2021-02-08T01:34:19.003Z


The investigation, seven years after the first alerts, reveals "very many" victims. The case came to light after a complaint by volunteers in the National Court


The Salesian missionary Juan José Gómez, together with several minors in Benin, in an undated image.

The Vatican has opted for the harshest penalty within the Church and, seven years after the first internal complaints, it has expelled Spanish Salesian Juan José Gómez Serrano from the priesthood for raping several minors between 2011 and 2016 in the reception center for street children he ran in Porto Novo, Benin, West Africa.

This is stated in the official communication of the order to those affected.

In the initial complaint, at least a dozen victims were counted, and sources familiar with the process assure that they are "extremely numerous", in a center where 2,000 minors passed a year.
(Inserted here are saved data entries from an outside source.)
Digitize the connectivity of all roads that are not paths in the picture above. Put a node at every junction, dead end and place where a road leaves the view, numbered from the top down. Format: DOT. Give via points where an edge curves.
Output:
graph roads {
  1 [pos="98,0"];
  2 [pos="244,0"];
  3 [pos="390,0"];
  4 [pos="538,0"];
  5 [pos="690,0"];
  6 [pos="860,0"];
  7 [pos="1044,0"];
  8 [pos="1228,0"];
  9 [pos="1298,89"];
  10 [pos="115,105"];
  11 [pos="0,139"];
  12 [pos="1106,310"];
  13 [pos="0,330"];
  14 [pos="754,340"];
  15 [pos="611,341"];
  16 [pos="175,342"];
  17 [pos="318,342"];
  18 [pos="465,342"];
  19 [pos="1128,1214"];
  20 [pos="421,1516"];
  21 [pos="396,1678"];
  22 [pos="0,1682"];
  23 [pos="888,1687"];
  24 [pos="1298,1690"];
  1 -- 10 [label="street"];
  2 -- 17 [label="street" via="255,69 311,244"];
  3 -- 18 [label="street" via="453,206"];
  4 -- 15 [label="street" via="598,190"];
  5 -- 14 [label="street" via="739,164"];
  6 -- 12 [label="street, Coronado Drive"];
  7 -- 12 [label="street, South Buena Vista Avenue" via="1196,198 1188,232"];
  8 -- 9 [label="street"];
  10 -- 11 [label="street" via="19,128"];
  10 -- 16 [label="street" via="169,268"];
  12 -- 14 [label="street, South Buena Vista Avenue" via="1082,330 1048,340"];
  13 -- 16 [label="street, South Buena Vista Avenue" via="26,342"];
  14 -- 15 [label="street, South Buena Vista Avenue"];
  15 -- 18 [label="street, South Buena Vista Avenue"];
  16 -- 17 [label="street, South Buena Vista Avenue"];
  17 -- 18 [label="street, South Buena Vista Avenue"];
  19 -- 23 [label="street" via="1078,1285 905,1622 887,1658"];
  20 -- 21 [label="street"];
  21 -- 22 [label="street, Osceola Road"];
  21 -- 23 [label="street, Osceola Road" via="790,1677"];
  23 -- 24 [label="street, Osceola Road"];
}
The case, which came to light by information from EL PAÍS in 2018, was denounced by several Spanish volunteers in 2015 at the National Court, tired of not being heard by the order.
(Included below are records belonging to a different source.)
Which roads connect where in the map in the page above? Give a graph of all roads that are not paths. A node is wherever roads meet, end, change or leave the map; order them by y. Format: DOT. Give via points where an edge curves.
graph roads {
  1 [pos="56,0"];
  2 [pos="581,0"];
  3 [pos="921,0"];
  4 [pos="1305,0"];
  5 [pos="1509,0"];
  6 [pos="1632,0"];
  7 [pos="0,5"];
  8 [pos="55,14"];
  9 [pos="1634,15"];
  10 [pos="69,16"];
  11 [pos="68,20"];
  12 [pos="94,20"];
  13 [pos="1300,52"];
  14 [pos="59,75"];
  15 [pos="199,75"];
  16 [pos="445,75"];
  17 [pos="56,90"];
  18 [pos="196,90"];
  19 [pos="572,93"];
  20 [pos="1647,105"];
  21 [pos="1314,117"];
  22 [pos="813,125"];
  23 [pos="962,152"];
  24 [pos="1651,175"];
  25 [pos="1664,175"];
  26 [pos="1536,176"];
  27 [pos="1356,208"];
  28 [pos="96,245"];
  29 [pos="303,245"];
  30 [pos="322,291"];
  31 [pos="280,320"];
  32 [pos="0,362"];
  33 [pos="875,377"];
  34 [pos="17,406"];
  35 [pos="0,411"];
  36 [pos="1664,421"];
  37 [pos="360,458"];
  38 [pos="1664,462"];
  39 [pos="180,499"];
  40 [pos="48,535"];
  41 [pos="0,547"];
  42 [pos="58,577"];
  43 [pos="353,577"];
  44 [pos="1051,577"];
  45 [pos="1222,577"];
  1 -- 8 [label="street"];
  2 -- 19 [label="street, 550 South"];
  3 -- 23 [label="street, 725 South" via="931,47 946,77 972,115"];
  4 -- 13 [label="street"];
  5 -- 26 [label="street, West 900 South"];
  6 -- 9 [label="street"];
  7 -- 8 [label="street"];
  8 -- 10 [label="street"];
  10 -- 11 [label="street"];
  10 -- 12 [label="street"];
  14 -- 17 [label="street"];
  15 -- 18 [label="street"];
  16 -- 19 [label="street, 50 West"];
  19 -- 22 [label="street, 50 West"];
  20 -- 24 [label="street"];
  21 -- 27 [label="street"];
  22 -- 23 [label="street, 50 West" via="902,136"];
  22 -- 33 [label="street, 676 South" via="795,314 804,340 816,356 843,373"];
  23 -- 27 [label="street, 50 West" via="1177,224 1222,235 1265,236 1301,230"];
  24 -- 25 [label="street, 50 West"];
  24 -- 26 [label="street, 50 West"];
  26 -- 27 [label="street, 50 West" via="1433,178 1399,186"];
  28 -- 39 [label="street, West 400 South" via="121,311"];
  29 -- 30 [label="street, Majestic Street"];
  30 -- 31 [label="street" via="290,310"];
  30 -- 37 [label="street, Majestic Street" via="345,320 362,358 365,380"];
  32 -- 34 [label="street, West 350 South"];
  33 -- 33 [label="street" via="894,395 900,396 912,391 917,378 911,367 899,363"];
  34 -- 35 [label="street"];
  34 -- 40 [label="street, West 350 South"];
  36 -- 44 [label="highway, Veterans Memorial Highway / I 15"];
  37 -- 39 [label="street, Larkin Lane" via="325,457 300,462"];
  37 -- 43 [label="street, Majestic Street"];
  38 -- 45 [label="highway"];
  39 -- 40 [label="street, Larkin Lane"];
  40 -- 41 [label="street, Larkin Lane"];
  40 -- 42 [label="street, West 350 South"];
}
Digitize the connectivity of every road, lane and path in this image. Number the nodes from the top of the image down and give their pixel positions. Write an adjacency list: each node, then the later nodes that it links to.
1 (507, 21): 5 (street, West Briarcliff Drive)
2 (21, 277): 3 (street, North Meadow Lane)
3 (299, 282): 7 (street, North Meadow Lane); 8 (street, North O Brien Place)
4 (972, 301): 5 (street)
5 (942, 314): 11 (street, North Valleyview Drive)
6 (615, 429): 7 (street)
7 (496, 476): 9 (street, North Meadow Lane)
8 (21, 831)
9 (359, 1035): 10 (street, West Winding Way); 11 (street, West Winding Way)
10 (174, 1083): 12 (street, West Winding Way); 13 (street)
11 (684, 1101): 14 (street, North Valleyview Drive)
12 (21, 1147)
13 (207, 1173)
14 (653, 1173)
There it has been provisionally archived pending further evidence and now they trust that it will be reopened.

Because, after his expulsion from the Salesians, this convicted of pedophilia in ecclesiastical justice has left the residence of the congregation where he had been separated for four years and is simply free in Spain.

  • The sinister face of father Juanjo

The case of the Hearing, very complex due to the fact that alleged crimes of a Spaniard are investigated in another country with which there is little judicial cooperation, was dismissed due to the lack of evidence and testimonies, since the victims reside in the African country.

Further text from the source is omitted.